Les parents de Paul Ruff appartenaient à une famille d’Alsaciens juifs optant pour la France en 1871 ; ils arrivent en Algérie parmi les Alsaciens après la guerre de 1870-1871, parce que l’Algérie, c’est la France pour une nouvelle vie. Le père s’installe libraire dans le premier centre colonial d’Alger en avant de la Casbah ; la mère est directrice d’école française laïque.
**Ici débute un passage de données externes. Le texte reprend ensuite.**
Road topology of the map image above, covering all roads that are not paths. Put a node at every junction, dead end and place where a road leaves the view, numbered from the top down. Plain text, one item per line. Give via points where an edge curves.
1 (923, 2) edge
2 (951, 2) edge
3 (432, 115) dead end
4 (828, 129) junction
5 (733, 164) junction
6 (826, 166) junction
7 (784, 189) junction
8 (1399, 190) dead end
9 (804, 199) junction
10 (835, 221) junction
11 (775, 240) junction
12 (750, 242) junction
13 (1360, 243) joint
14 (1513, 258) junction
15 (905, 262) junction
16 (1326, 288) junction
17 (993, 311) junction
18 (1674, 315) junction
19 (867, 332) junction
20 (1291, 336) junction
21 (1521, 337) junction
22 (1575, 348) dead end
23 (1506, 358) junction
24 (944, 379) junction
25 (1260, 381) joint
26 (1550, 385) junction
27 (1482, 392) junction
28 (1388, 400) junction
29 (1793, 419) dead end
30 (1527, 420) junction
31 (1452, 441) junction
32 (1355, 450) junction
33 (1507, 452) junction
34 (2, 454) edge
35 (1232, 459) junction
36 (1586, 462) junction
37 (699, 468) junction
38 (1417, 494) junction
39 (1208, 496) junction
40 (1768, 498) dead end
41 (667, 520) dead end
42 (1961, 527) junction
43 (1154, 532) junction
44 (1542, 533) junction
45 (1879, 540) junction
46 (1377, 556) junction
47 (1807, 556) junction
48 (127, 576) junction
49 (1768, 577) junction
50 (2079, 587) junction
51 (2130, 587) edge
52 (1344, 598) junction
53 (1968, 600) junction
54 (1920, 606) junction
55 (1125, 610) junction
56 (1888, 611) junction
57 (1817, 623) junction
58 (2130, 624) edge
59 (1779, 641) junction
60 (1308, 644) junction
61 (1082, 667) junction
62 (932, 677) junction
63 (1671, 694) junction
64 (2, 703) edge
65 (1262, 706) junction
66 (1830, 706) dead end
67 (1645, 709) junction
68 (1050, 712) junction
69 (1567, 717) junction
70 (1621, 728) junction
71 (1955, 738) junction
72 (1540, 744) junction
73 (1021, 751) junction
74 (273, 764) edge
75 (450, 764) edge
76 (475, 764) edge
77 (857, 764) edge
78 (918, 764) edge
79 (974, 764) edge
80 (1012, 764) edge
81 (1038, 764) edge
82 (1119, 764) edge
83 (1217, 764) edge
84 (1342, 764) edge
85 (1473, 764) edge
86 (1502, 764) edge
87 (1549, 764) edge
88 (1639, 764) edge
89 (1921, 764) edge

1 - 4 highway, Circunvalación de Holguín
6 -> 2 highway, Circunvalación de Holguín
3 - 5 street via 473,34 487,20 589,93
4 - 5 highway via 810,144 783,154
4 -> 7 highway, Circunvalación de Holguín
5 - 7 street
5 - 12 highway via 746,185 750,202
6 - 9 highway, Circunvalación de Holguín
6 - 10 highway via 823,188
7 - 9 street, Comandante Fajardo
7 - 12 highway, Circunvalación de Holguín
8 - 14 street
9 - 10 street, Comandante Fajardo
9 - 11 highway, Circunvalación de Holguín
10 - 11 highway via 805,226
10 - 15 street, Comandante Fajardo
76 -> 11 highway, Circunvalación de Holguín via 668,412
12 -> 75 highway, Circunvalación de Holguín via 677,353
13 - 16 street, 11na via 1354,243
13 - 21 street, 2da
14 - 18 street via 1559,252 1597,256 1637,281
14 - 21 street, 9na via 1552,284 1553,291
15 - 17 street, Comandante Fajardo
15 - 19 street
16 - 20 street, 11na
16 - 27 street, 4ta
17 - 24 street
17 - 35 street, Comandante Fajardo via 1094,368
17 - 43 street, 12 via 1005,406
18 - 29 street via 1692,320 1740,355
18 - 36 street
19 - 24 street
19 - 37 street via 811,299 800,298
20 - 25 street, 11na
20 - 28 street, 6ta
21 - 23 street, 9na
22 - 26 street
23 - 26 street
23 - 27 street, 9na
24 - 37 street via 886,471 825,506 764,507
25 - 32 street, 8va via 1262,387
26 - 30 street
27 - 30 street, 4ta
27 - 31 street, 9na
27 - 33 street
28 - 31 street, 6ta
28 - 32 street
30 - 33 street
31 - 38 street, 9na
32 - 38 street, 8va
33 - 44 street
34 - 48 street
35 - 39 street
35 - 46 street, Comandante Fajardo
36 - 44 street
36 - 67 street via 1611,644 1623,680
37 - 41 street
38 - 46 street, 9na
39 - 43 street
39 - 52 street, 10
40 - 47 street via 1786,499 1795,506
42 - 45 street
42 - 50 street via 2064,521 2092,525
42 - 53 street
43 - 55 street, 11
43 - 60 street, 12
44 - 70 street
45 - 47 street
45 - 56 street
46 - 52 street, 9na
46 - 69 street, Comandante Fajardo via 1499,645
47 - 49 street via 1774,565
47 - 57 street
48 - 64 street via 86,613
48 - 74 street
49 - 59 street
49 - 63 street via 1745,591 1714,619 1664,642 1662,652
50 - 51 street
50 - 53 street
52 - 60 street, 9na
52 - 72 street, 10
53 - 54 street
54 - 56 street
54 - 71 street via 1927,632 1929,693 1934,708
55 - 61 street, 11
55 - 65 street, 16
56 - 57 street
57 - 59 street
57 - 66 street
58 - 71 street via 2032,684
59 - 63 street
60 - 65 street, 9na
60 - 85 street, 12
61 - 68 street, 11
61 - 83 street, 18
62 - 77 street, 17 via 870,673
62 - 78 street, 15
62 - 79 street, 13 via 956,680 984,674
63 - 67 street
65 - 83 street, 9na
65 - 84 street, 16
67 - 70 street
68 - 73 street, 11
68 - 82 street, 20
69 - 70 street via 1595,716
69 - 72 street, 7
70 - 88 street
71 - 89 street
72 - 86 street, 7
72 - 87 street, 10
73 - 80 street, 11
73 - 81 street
Dans la famille, on ne parle pas du mauvais exemple que donne le frère aîné, Pierre Ruff, né en 1877 et qui a rompu avec ses parents et gagné Paris. Licencié de mathématiques, il s’est fait typographe pour s’adonner à la littérature anarchiste. Il est le gérant de la revue Le Mouvement anarchiste à Paris. Condamné en 1907 déjà pour propagande et agitation antimilitariste, il l’est encore avec Louis Lecoin en 1912. Pendant la guerre de 1914, il est à nouveau arrêté pour diffusion du Libertaire. Il passe peut-être la moitié de ses années en prison jusqu’à sa déportation en Allemagne en 1942 et sa mort dans un camp de concentration. Son cadet, Paul Ruff, est par contraste stylé, social-démocrate et républicain patriote.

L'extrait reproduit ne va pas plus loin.